Honeybees have an elaborate means of communication that is quite different from the sound-based communication of birds. To collect food for a honeybee hive, about 10,000 foragers leave the nest each day, making several million foraging trips in the course of a summer, each of which may take them up to 10 km from the nest. The hive can be considered a kind of giant organism, fixed in one spot but sending out foragers in all directions. As social insect expert and evolutionary biologist E. O. Wilson points out, if honeybee workers were as large as people, they would cover an area the size of Texas in their daily search for food. Given the vastness of this task, it is not surprising that returning workers use a variety of cues to inform outgoing foragers about the location and nature of the food resources they have found.

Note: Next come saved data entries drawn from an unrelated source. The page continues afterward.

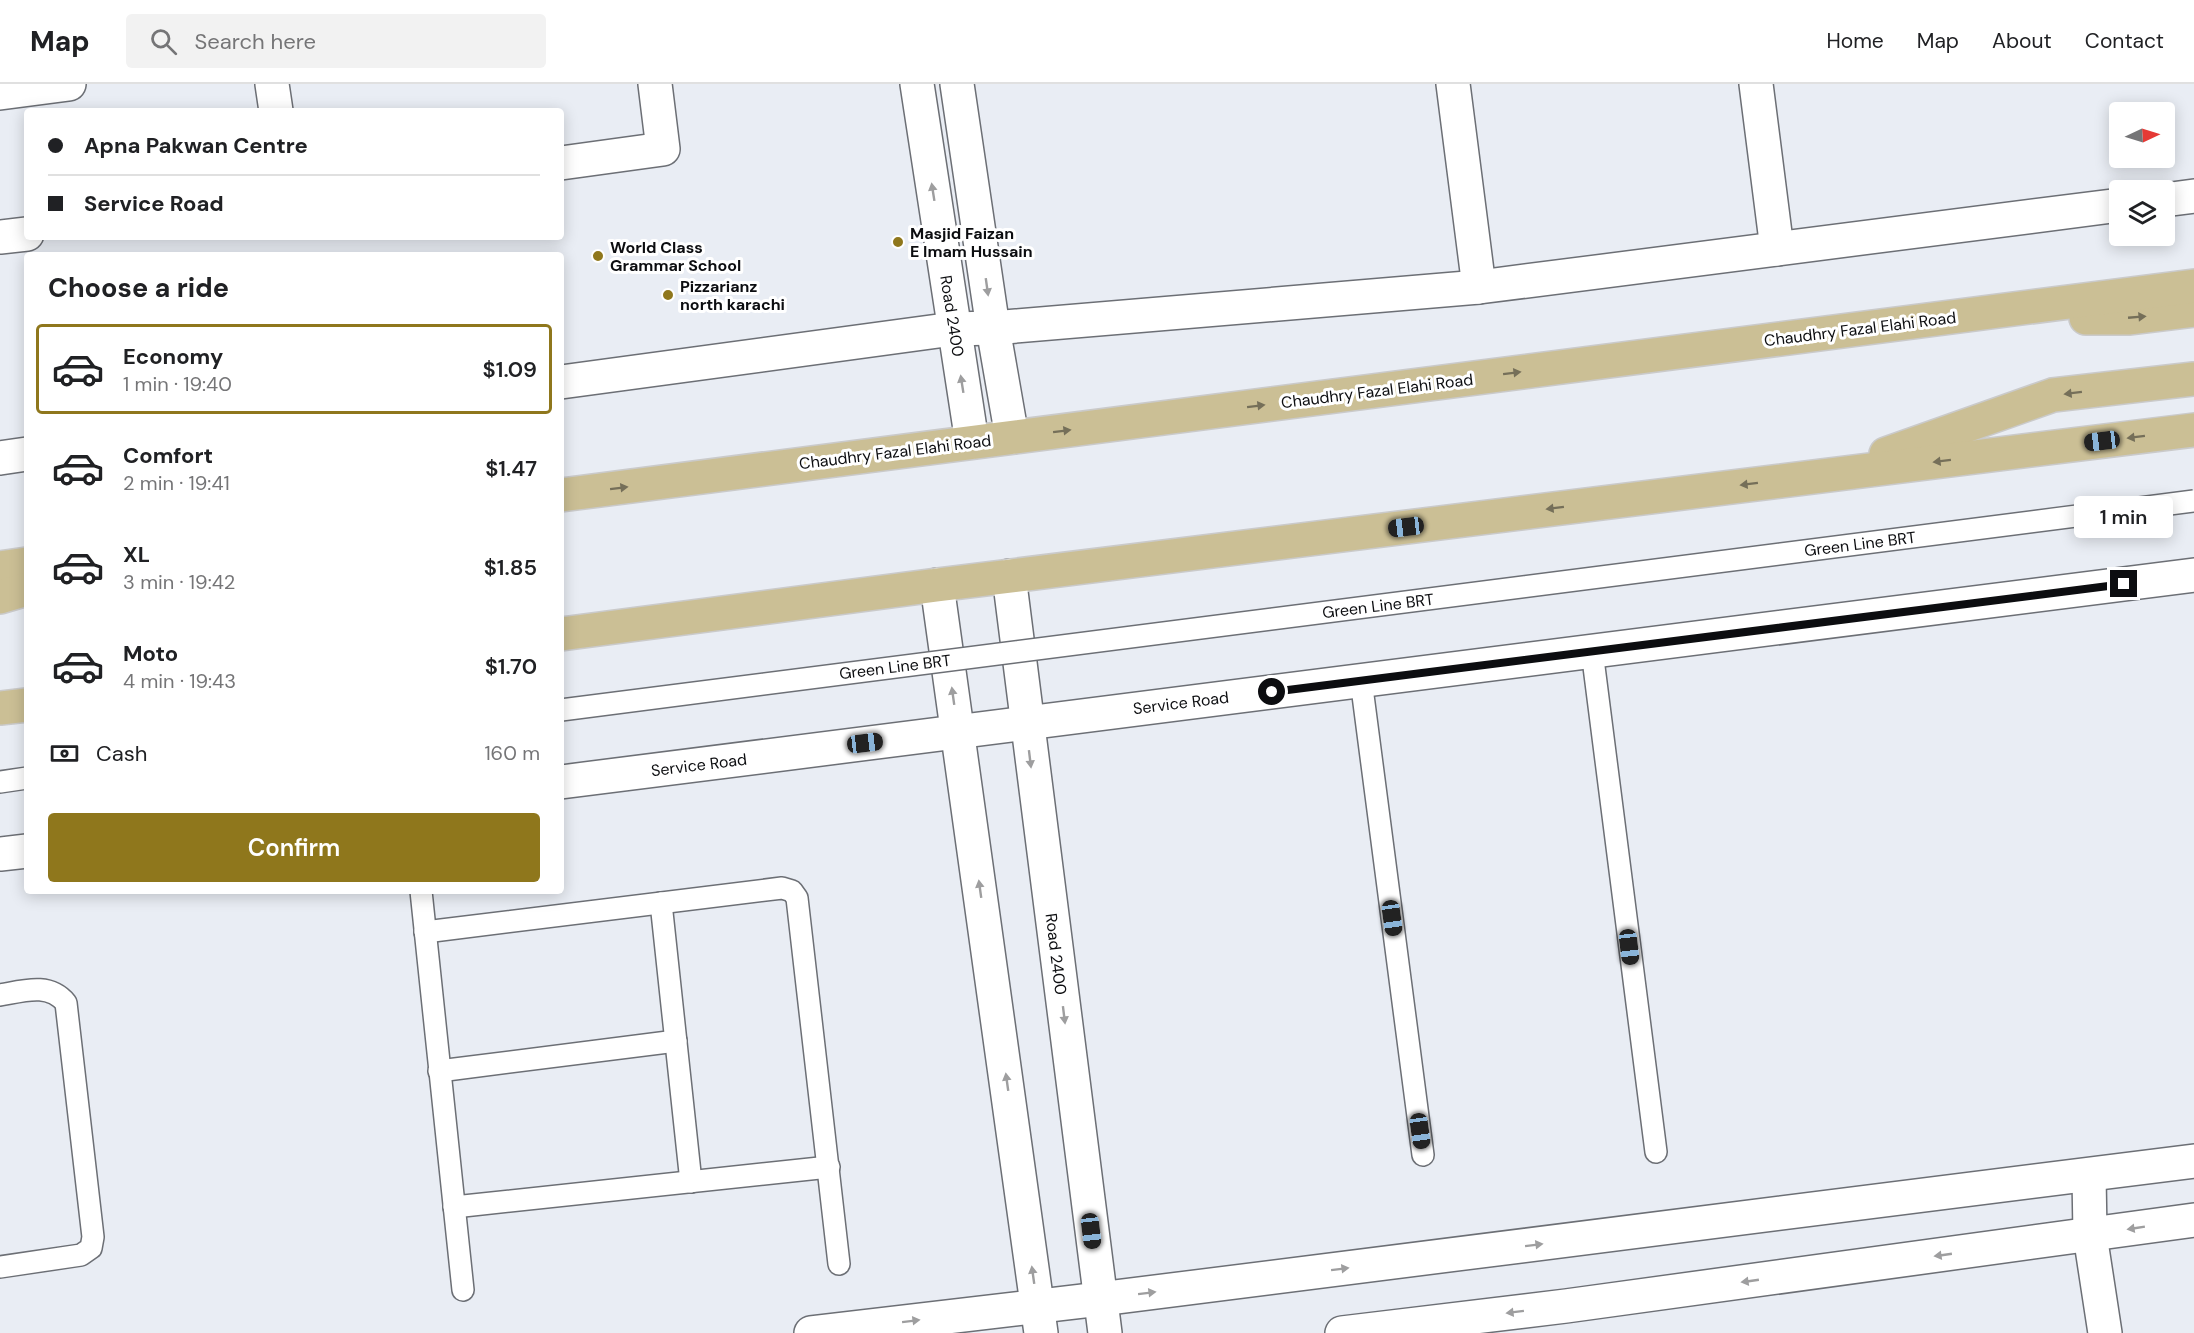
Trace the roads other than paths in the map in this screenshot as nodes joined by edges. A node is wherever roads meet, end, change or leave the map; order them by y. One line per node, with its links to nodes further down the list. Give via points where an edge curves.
1 (69, 84): 8 (street)
2 (272, 84): 9 (street)
3 (655, 84): 10 (street, via 663,149)
4 (916, 84): 22 (street, Road 2400, one-way to 4)
5 (957, 84): 21 (street, one-way to 21)
6 (1453, 84): 18 (street)
7 (1756, 84): 16 (street)
8 (0, 93)
9 (276, 108)
10 (564, 163)
11 (2194, 196): 12 (street)
12 (2175, 199)
13 (2109, 207): 16 (street)
14 (24, 234): 15 (street)
15 (0, 237)
16 (1777, 249): 18 (street)
17 (2194, 286): 20 (main road, Chaudhry Fazal Elahi Road)
18 (1479, 287): 21 (street)
19 (2194, 310): 20 (main road, one-way to 19, via 2130,318)
20 (1952, 317): 26 (main road, Chaudhry Fazal Elahi Road, one-way to 20)
21 (993, 328): 22 (street); 26 (street)
22 (953, 329): 24 (street); 27 (street, Road 2400, one-way to 22)
23 (2194, 379): 30 (main road, one-way to 30, via 2053,396)
24 (564, 382)
25 (2194, 430): 30 (main road, one-way to 30)
26 (1012, 437): 27 (main road, Chaudhry Fazal Elahi Road)
27 (972, 442): 31 (main road, Chaudhry Fazal Elahi Road, one-way to 27)
28 (24, 454): 29 (street)
29 (0, 458)
30 (1827, 475): 35 (main road, one-way to 35)
31 (564, 495)
32 (2194, 501): 47 (lane, Green Line BRT, bridge)
33 (24, 564): 34 (main road)
34 (0, 568)
35 (1009, 576): 37 (main road); 48 (street, Road 2400)
36 (2194, 576): 41 (street, Service Road)
37 (937, 585): 40 (main road); 49 (street, one-way to 37)
38 (24, 590): 39 (main road)
39 (0, 597)
40 (564, 634)
41 (1592, 651): 42 (street, Service Road); 61 (lane)
42 (1361, 680): 48 (street, Service Road); 62 (lane)
43 (0, 693): 44 (main road)
44 (24, 694)
45 (24, 705): 46 (main road)
46 (0, 708)
47 (564, 710)
48 (1026, 723): 49 (street, Service Road); 73 (street, Road 2400, one-way to 73)
49 (958, 731): 52 (street, Service Road); 74 (street, one-way to 49)
50 (24, 778): 51 (lane)
51 (0, 782)
52 (564, 782)
53 (24, 851): 54 (street)
54 (0, 855)
55 (421, 894): 57 (lane)
56 (661, 903): 57 (lane); 59 (lane); 64 (lane, via 782,888 792,891 797,898)
57 (425, 932): 60 (lane)
58 (0, 995): 71 (lane, via 40,989 59,993 66,1002 93,1237 91,1248 81,1255)
59 (676, 1041): 60 (lane); 66 (lane)
60 (440, 1071): 67 (lane)
61 (1656, 1152)
62 (1424, 1155)
63 (2194, 1161): 65 (street)
64 (829, 1167): 66 (lane); 70 (lane)
65 (2089, 1175): 69 (street); 73 (street, one-way to 65)
66 (691, 1182): 67 (lane)
67 (454, 1207): 72 (lane)
68 (2194, 1220): 69 (street, one-way to 69)
69 (2090, 1235): 77 (street, one-way to 77); 78 (street)
70 (839, 1264)
71 (0, 1267)
72 (463, 1290)
73 (1100, 1299): 74 (street); 76 (street, Road 2400)
74 (1039, 1320): 75 (street, one-way to 74)
75 (811, 1333)
76 (1105, 1333)
77 (1342, 1333)
78 (2105, 1333)

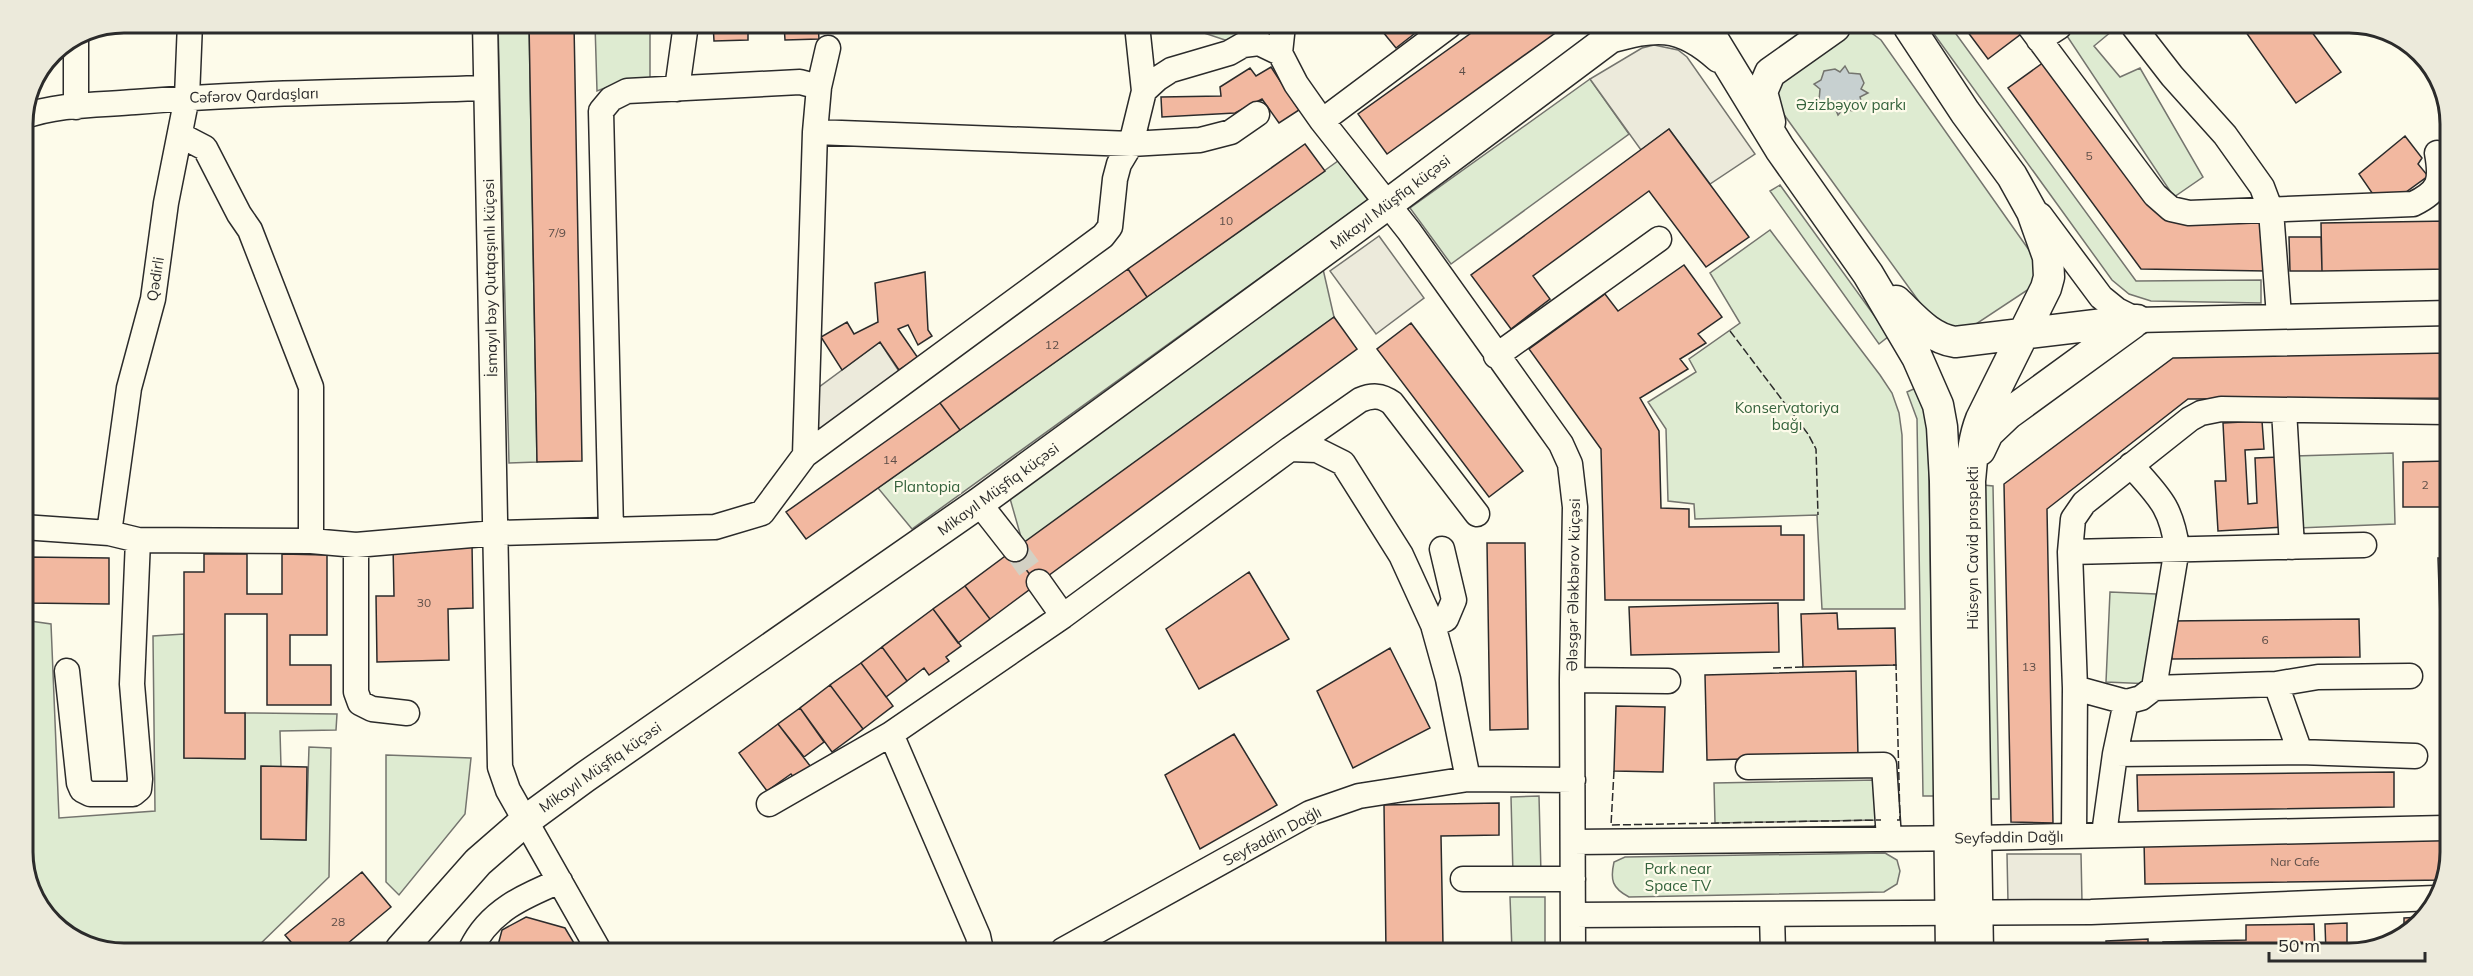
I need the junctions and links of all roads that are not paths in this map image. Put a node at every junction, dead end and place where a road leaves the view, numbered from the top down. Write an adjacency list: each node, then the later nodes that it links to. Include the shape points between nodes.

Returning workers pass samples of the collected food to other workers that gather around the forager when she returns to the hive. The returning foragers then begin a series of movements in specific patterns that encode information about the direction and distance of food sources. This is the dance language of honeybees, originally discovered by Karl von Frisch.
If the food source is within about 50 m of the hive, a simple dance called the round dance—rapid movement in little circles, in both clockwise and counterclockwise directions—is sufficient. Outgoing foragers then know that the source is close and they search at random in the vicinity of the hive until they find the source.
If the food source is farther away, the incoming forager does a more complex dance, the waggle dance. The steps of the dance are illustrated in Fig. 45.15. The forager moves quickly back and forth (“waggles”) as it moves forward, circles back and repeats the waggle, then circles back the other way, and so on. This dance usually goes on for several minutes and may take much longer. The distance to the food source is conveyed by the length of time it takes to waggle up the middle of the circle. The direction, with reference to the position of the sun, is conveyed by the angle of the line of the waggle run: If the food source is in a direct line with the sun, the dancer’s waggle line points straight up; if food is at an angle of 45 degrees to the left of the sun, the dancer’s line is 45 degrees to the left of vertical. Short of human language, the bees’ dance language is among the natural world’s most extraordinary and effective methods of communication.